◆ What you need to do ◆
A verbatim copy of all entries is the expected output.

Stored items
—————

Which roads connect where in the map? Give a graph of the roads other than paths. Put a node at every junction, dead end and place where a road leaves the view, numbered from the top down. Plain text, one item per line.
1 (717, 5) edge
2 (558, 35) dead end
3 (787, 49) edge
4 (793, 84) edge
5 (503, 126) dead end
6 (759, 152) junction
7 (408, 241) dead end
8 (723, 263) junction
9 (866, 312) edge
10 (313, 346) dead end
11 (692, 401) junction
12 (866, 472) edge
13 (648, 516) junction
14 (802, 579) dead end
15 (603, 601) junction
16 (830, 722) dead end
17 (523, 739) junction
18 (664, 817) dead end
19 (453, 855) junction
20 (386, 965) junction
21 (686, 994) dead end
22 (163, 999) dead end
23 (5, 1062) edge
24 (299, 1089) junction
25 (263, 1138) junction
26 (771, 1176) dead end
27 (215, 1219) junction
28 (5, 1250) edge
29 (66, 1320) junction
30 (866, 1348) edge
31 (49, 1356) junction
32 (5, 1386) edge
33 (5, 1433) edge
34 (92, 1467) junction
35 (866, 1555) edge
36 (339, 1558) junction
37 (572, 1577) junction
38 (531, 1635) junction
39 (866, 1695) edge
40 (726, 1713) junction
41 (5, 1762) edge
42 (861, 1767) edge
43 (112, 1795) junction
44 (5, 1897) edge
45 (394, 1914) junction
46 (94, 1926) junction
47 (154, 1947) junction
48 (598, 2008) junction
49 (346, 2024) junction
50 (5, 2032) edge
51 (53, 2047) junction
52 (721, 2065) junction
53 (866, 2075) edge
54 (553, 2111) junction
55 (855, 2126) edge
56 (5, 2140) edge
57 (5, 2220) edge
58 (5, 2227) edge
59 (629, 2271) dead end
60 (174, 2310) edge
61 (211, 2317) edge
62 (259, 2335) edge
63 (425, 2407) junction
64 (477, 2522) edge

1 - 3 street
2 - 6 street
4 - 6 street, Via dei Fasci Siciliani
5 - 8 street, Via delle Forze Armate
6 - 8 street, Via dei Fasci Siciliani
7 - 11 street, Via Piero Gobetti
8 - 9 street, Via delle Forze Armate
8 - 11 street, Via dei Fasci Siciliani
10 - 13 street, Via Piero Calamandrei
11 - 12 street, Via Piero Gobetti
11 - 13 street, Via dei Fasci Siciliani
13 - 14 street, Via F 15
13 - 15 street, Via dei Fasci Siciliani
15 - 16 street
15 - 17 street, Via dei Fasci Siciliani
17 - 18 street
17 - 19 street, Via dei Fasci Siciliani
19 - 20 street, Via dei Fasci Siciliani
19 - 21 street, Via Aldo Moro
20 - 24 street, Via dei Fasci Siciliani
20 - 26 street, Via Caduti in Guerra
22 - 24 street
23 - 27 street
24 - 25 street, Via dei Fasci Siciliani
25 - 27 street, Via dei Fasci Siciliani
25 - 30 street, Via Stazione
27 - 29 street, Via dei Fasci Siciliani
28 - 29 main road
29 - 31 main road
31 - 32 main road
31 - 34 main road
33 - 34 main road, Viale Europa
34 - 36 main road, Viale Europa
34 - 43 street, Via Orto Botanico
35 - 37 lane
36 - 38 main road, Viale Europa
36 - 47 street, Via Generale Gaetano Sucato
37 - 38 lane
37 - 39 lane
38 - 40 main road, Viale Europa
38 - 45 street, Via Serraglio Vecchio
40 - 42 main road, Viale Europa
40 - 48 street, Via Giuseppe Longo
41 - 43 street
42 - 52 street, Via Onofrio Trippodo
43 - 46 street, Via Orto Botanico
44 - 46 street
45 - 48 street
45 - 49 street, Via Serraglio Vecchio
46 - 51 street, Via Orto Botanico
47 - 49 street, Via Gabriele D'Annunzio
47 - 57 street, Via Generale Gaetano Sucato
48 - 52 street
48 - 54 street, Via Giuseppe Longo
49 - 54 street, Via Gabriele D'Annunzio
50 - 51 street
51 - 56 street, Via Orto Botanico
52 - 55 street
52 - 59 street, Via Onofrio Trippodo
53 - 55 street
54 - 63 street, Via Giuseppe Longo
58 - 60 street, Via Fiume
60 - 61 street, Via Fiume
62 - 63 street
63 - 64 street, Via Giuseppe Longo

—————

◆ Your response ◆
Which roads connect where in the map? Give a graph of the roads other than paths. Put a node at every junction, dead end and place where a road leaves the view, numbered from the top down. Plain text, one item per line.
1 (717, 5) edge
2 (558, 35) dead end
3 (787, 49) edge
4 (793, 84) edge
5 (503, 126) dead end
6 (759, 152) junction
7 (408, 241) dead end
8 (723, 263) junction
9 (866, 312) edge
10 (313, 346) dead end
11 (692, 401) junction
12 (866, 472) edge
13 (648, 516) junction
14 (802, 579) dead end
15 (603, 601) junction
16 (830, 722) dead end
17 (523, 739) junction
18 (664, 817) dead end
19 (453, 855) junction
20 (386, 965) junction
21 (686, 994) dead end
22 (163, 999) dead end
23 (5, 1062) edge
24 (299, 1089) junction
25 (263, 1138) junction
26 (771, 1176) dead end
27 (215, 1219) junction
28 (5, 1250) edge
29 (66, 1320) junction
30 (866, 1348) edge
31 (49, 1356) junction
32 (5, 1386) edge
33 (5, 1433) edge
34 (92, 1467) junction
35 (866, 1555) edge
36 (339, 1558) junction
37 (572, 1577) junction
38 (531, 1635) junction
39 (866, 1695) edge
40 (726, 1713) junction
41 (5, 1762) edge
42 (861, 1767) edge
43 (112, 1795) junction
44 (5, 1897) edge
45 (394, 1914) junction
46 (94, 1926) junction
47 (154, 1947) junction
48 (598, 2008) junction
49 (346, 2024) junction
50 (5, 2032) edge
51 (53, 2047) junction
52 (721, 2065) junction
53 (866, 2075) edge
54 (553, 2111) junction
55 (855, 2126) edge
56 (5, 2140) edge
57 (5, 2220) edge
58 (5, 2227) edge
59 (629, 2271) dead end
60 (174, 2310) edge
61 (211, 2317) edge
62 (259, 2335) edge
63 (425, 2407) junction
64 (477, 2522) edge

1 - 3 street
2 - 6 street
4 - 6 street, Via dei Fasci Siciliani
5 - 8 street, Via delle Forze Armate
6 - 8 street, Via dei Fasci Siciliani
7 - 11 street, Via Piero Gobetti
8 - 9 street, Via delle Forze Armate
8 - 11 street, Via dei Fasci Siciliani
10 - 13 street, Via Piero Calamandrei
11 - 12 street, Via Piero Gobetti
11 - 13 street, Via dei Fasci Siciliani
13 - 14 street, Via F 15
13 - 15 street, Via dei Fasci Siciliani
15 - 16 street
15 - 17 street, Via dei Fasci Siciliani
17 - 18 street
17 - 19 street, Via dei Fasci Siciliani
19 - 20 street, Via dei Fasci Siciliani
19 - 21 street, Via Aldo Moro
20 - 24 street, Via dei Fasci Siciliani
20 - 26 street, Via Caduti in Guerra
22 - 24 street
23 - 27 street
24 - 25 street, Via dei Fasci Siciliani
25 - 27 street, Via dei Fasci Siciliani
25 - 30 street, Via Stazione
27 - 29 street, Via dei Fasci Siciliani
28 - 29 main road
29 - 31 main road
31 - 32 main road
31 - 34 main road
33 - 34 main road, Viale Europa
34 - 36 main road, Viale Europa
34 - 43 street, Via Orto Botanico
35 - 37 lane
36 - 38 main road, Viale Europa
36 - 47 street, Via Generale Gaetano Sucato
37 - 38 lane
37 - 39 lane
38 - 40 main road, Viale Europa
38 - 45 street, Via Serraglio Vecchio
40 - 42 main road, Viale Europa
40 - 48 street, Via Giuseppe Longo
41 - 43 street
42 - 52 street, Via Onofrio Trippodo
43 - 46 street, Via Orto Botanico
44 - 46 street
45 - 48 street
45 - 49 street, Via Serraglio Vecchio
46 - 51 street, Via Orto Botanico
47 - 49 street, Via Gabriele D'Annunzio
47 - 57 street, Via Generale Gaetano Sucato
48 - 52 street
48 - 54 street, Via Giuseppe Longo
49 - 54 street, Via Gabriele D'Annunzio
50 - 51 street
51 - 56 street, Via Orto Botanico
52 - 55 street
52 - 59 street, Via Onofrio Trippodo
53 - 55 street
54 - 63 street, Via Giuseppe Longo
58 - 60 street, Via Fiume
60 - 61 street, Via Fiume
62 - 63 street
63 - 64 street, Via Giuseppe Longo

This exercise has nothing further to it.